The Internet for the Low Low Cost of . . .


Well  . . . since the Internet has swung into the collective consciousness, it has primarily been a cost free medium, except for the price to access it. (This is what happens when academics run the world. Not complaining. All of the online growth would not have been possible if businesses would have charged for content initially.) This is about to change. Several media magnates have recently said that they will start charging for the content they provide.

Berry Diller, Chairman and CEO of IAC/InterActiveCorp, was recently quoted as saying, “It is not free, and is not going to be” in regards to online content. Diller envisions three revenue streams: advertising, subscriptions and transactions. Rupert Murdoch, shareholder, Chairman and Managing Director of News Corporation, cites the failing ad revenue based business models as the catalyst for these changes and says “the current days of the internet will soon be over.” And last but not least, John Malone, Chairman of Libery Media, the man who got people to pay for TV (cable TV for you young’ns) believes that revenue shares between the providers of bandwidth and providers of content is the best bet. “When you were a cable subscriber, you weren’t sure whether you were paying for connectivity or whether you were paying for the content that was embodied in the connectivity.” This is to be expected from men with their experience and it would  be painfully naive to simply say you’re going to charge for content without listing conditionals. For instance: I’m not paying for a weather update or to hear about Michael Vick being signed by the Eagles.

Chris Anderson, Wired’s editor-in-chief and author of the new book Free, has some excellent recommendations with respect to charging for content.

  1. The best model is a mix of free and paid – This is called Freemium and offers the user the option to view the ads or pay for the service. I like this model.)
  2. You can’t charge for an exclusive that will be repeated elsewhere – The perception of exclusivity needs to be maintained if you’re going to charge for content. Why pay now when I can get it for free later. Unless of course the “later” is much much later?
  3. Don’t charge for the most popular content on your site – The most popular is the closest to one size fits all. You’ll need to use this to get traffic to your site and plays into recommendation number 4.)
  4. Content behind a pay wall should appeal to niches, the narrower the niche the better – This plays into one of the ways to monetize online content; advertising. As a general rule you can charge as much as 4x CPM based on targeted advertising/deeper knowledge (demographic/psychographic) of your user base.

I agree with all of these and wonder if Malcom Gladwell would agree. Mr. Gladwell recently poked numerous holes in Anderson’s claim that all things digital will eventually be free due to the laws of abundance defined in Long Tail. “In the digital realm you can try to keep Free at bay with laws and locks, but eventually the force of economic gravity will win.” (Gladwell’s article in the New Yorker is very well written is worth reading.)
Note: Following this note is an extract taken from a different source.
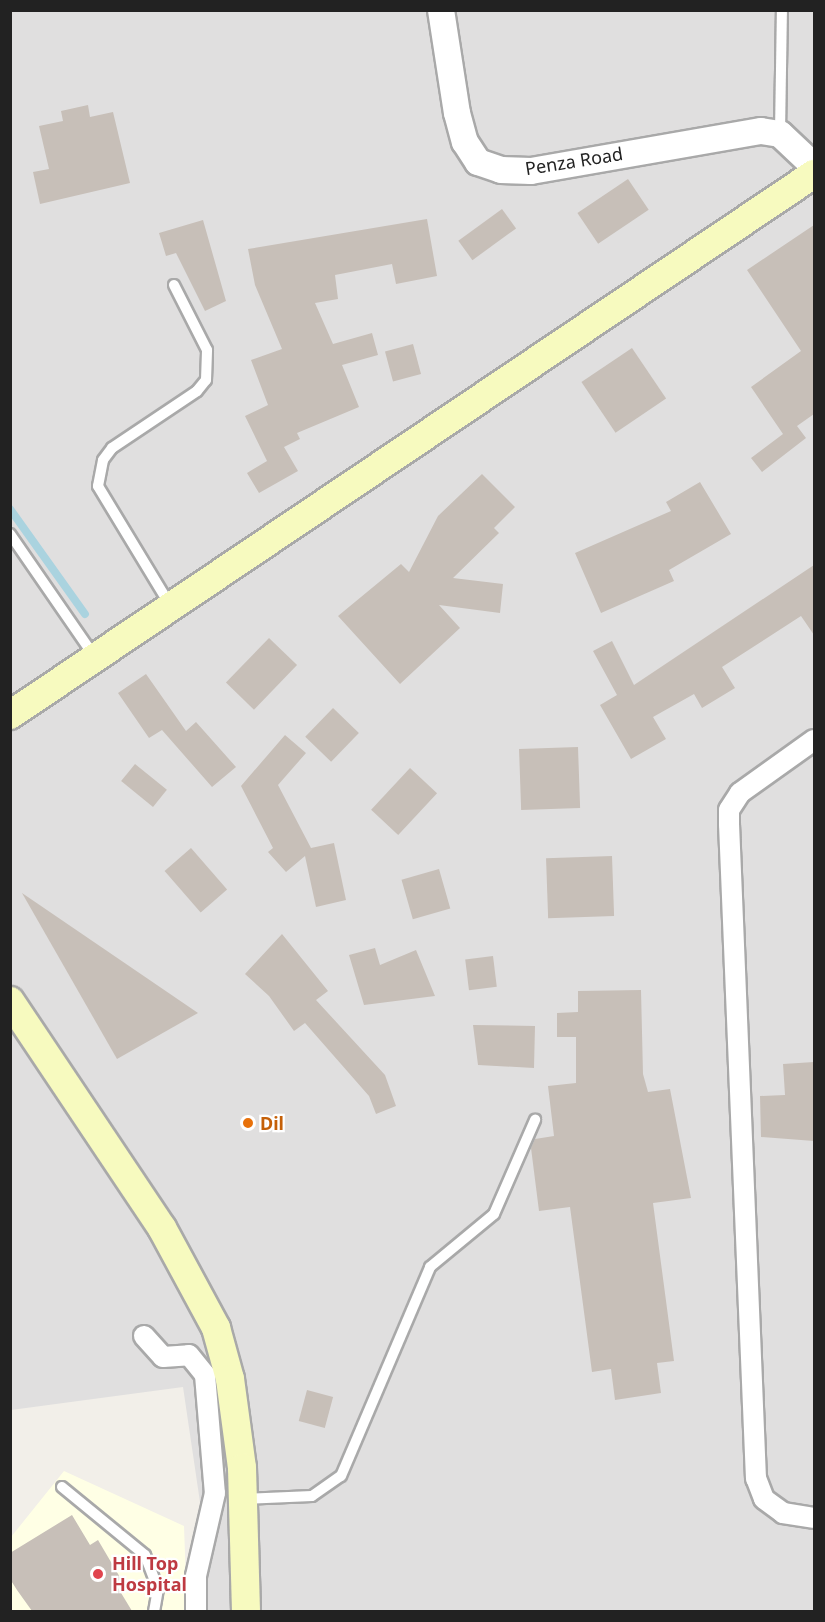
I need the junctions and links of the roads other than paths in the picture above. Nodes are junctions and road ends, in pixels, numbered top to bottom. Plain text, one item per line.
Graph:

As for me, I believe an academic spirited exercise (the Internet) is now succumbing the realities of business. People need to get paid. Not all content is worth paying for and the freemium model allows for maximum flexibility and could be extended to the broadband service as well. Also, I’m not convinced I’d be writing this post if ad revenue was not currently in the proverbial toilet (down to $.30, from $8.00). Very curious to see how this all shakes out especially as the online convergence continues.